Türkiye’de çocukların yaşam hakları ellerinden alınıyor. Bu bir. Çocukların korunma hakları hep askıda. Keyfe bağlı. Bu iki. Çocukların gelişme hakları 4+4+4, din dayatmacılığı, cinsiyet ayrımcılığı, paralı eğitim gibi uygulamalarla sürekli geri itiliyor. Bu da üç. Ya katılım hakkı? Çocukların kendilerini ilgilendiren konularda söz sahibi olması zaten siyaset yapmaları demek. Kendi hakkını savunmak ise Türkiye’de tüm hakların çiğnenmesi anlamına geliyor.

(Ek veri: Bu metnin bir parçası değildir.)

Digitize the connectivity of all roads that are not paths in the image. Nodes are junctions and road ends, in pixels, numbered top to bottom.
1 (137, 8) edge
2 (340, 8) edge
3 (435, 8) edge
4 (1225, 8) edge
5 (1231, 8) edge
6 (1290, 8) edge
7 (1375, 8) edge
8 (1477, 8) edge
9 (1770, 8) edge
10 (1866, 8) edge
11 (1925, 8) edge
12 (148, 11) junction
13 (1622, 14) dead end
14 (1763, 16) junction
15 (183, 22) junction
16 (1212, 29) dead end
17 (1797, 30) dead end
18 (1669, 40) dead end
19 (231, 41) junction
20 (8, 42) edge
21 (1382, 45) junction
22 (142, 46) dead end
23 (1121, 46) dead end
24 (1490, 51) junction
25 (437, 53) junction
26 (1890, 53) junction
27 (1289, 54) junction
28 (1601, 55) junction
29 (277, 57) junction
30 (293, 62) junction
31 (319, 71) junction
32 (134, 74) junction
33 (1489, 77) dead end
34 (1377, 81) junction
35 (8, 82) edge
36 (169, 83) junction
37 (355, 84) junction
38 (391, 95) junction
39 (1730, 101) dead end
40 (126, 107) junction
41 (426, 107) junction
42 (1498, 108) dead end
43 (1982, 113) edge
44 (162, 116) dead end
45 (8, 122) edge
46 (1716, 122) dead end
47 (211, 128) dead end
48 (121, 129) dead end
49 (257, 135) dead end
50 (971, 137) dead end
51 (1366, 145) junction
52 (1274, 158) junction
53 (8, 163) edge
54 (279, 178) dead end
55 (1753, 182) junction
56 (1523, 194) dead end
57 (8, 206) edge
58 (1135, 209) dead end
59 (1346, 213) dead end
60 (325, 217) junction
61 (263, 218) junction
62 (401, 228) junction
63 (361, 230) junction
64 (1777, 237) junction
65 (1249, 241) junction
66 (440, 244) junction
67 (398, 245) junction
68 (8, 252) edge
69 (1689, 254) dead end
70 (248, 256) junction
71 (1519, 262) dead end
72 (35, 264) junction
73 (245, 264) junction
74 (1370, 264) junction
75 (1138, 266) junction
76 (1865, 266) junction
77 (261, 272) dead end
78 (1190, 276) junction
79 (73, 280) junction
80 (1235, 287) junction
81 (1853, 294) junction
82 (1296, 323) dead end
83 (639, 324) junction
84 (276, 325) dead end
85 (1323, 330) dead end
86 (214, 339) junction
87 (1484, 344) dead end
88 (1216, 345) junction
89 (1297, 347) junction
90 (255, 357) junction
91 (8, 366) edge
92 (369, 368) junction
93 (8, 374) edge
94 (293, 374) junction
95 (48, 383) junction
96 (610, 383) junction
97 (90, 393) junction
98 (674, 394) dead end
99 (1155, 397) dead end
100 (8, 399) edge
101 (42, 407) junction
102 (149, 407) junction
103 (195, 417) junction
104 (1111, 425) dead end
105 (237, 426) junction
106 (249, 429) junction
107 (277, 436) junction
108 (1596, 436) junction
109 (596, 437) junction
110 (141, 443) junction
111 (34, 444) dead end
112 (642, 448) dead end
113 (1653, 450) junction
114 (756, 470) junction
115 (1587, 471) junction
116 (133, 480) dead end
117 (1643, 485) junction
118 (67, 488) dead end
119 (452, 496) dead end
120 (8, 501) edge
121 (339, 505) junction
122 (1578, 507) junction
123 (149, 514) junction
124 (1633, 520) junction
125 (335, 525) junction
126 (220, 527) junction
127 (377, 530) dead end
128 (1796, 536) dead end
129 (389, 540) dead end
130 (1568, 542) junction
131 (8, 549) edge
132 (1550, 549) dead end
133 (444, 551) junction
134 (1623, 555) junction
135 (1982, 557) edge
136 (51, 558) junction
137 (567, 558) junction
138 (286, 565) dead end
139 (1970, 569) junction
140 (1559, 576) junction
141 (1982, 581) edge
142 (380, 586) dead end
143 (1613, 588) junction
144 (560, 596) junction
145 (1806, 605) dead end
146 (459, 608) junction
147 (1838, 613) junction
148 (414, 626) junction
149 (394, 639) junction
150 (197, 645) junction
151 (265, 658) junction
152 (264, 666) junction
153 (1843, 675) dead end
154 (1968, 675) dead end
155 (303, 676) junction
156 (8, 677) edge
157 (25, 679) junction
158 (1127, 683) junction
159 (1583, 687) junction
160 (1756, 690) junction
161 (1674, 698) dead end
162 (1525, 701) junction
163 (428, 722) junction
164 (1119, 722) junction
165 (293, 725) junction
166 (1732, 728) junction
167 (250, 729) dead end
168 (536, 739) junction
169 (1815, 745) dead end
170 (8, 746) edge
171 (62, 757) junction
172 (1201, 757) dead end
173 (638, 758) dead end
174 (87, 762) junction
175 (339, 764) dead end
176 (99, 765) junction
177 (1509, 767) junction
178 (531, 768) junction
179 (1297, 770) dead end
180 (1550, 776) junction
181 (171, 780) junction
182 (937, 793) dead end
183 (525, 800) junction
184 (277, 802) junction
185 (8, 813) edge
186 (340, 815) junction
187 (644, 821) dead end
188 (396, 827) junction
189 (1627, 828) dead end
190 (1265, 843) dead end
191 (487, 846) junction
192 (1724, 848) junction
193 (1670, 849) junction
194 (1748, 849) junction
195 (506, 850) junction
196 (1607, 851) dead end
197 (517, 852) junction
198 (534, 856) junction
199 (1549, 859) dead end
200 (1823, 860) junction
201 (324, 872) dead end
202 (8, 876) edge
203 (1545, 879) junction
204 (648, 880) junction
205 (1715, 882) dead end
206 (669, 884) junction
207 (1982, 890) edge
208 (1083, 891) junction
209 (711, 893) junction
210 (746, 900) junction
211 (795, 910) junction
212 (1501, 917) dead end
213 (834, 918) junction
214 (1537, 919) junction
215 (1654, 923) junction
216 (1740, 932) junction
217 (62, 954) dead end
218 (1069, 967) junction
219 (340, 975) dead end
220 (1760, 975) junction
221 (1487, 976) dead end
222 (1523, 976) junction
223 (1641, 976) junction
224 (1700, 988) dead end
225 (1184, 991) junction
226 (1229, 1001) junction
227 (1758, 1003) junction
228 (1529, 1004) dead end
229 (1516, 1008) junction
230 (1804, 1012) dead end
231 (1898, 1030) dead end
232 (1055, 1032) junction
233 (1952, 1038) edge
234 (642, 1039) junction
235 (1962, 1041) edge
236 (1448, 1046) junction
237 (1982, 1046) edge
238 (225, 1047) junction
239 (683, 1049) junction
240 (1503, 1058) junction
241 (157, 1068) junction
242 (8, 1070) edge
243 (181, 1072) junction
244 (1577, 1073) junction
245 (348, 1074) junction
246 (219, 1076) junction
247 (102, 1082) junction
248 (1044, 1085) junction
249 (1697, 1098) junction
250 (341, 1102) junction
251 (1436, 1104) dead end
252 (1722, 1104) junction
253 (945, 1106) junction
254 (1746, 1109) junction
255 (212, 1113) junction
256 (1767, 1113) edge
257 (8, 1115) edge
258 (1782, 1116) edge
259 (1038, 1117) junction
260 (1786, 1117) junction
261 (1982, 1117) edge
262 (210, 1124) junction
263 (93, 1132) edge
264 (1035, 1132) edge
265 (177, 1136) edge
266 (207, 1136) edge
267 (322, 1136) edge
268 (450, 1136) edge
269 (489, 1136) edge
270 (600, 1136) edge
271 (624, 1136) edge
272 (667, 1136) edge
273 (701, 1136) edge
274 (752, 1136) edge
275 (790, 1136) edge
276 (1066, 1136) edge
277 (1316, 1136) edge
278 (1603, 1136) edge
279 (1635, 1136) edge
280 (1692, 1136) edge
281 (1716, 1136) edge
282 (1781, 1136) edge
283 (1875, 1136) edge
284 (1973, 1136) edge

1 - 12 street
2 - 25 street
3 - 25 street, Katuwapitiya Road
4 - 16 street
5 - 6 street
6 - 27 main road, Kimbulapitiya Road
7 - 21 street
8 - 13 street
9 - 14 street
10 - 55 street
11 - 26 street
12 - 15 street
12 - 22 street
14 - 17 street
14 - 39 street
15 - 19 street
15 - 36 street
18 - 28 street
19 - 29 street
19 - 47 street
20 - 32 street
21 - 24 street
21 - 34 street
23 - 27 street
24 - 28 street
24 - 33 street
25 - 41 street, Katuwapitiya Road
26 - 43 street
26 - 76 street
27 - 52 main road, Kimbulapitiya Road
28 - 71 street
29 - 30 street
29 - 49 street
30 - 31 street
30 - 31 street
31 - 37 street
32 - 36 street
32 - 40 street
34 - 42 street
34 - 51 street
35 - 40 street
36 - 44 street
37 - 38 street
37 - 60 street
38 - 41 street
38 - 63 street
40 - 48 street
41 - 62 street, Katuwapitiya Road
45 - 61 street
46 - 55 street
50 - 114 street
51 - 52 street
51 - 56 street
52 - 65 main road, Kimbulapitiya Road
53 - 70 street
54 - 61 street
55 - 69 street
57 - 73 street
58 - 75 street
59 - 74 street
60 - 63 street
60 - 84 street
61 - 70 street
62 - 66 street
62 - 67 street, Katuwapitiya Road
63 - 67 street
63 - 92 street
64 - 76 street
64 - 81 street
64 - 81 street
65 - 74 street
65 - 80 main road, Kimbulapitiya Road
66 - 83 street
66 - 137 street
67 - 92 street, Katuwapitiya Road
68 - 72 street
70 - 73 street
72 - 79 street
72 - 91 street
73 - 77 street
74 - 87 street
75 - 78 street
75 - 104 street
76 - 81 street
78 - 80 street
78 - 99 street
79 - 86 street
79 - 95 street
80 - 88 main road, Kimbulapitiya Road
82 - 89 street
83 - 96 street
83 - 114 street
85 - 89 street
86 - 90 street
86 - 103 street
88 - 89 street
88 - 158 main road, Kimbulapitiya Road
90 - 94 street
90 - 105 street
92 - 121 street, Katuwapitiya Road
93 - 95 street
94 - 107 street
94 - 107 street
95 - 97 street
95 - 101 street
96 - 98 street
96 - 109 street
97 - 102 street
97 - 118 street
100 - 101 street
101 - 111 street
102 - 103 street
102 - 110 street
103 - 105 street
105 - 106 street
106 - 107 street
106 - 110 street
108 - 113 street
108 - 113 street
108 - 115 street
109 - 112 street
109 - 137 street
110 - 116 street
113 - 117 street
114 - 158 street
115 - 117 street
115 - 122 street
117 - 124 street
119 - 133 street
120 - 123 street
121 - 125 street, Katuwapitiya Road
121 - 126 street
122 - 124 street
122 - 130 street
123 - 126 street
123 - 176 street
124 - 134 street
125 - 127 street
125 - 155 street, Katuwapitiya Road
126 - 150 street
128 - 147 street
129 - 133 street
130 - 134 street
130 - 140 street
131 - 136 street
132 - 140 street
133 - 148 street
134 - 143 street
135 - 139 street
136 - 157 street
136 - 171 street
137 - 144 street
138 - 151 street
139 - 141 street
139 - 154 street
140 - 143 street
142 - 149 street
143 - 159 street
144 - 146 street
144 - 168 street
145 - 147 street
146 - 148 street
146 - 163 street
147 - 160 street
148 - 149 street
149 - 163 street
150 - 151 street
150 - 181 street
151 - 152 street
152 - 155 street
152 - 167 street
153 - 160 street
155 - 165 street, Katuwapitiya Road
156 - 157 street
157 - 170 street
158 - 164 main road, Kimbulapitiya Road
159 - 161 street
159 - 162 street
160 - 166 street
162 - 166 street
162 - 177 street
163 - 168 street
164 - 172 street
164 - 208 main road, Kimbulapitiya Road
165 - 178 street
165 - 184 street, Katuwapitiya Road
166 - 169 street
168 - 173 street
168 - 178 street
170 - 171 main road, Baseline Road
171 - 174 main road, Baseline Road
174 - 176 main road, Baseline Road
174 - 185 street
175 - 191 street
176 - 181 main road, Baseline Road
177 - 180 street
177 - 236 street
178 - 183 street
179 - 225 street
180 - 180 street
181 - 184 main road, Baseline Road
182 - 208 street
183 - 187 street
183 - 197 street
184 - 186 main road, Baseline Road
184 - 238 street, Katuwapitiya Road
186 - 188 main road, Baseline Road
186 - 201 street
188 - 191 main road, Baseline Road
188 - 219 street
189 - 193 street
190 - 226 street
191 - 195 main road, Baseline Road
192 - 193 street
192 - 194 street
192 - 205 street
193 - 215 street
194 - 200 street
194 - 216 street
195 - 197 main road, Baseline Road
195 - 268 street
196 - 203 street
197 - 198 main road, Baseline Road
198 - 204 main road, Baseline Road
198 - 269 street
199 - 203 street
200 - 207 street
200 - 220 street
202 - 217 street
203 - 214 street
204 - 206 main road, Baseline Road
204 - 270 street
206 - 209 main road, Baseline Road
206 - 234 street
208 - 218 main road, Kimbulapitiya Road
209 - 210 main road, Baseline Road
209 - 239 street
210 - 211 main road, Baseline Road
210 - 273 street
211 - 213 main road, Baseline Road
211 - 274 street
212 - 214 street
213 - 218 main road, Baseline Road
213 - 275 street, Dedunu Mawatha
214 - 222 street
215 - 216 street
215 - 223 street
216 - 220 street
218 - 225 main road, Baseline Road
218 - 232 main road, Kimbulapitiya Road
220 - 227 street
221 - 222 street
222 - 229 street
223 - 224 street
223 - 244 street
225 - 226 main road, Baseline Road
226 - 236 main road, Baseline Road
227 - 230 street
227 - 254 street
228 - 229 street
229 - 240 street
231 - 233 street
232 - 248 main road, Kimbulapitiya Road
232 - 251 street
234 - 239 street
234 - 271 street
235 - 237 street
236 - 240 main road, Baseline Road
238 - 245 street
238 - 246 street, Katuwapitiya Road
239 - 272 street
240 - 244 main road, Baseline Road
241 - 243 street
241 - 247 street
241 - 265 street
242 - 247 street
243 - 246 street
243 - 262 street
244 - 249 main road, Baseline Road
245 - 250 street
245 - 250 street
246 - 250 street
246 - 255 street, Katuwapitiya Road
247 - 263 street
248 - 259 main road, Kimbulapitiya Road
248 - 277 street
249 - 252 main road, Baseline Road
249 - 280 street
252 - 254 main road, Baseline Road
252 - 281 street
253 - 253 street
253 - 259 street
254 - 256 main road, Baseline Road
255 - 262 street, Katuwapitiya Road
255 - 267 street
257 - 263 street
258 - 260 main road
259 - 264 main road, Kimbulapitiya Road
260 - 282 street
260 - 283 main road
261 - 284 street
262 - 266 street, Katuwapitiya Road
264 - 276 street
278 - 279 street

Bakanın sözünü ettiği cezaların ciddi olduğu Başbakanın son açıklamaları ile belli oldu. Müebbet, asmak kesmek. Hepsini deneyebilirlermiş. Türkiye’de çocuk haklarını bizzat çiğneyen hükümet kendisine ceza mı kesecek yani? Çocukların tarlada, sokakta öldürülmelerine değil ses çıkarmak, teşvik eden bir hükümet, çocuklara zarar verenlerden söz etme hakkına sahip midir?
Bakanın tavsiyesi çığlık atmakmış. Çocuklar çığlık atsa duyacaklar mı? Çığlık atsak duyacaklar mı? Tecavüze uğrayan kız çocuklar çığlık atsalar duyacaklar mı? Tecavüze uğrayan kız çocukları tecavüzcülere teslim etmek isteyen bir anlayışın sahipleri, çığlıkları duyunca yardım mı edecekler?
Berkin Elvan için milyonlar çığlık attı. Duydular da ne yaptılar? Berkin’i, ana babasını, Berkin için sokaklara dökülenleri mitinglerde yuhalattılar.
Türkiye’de çocuklar çığlık çığlığa ama bu düzende onları duyan mı var?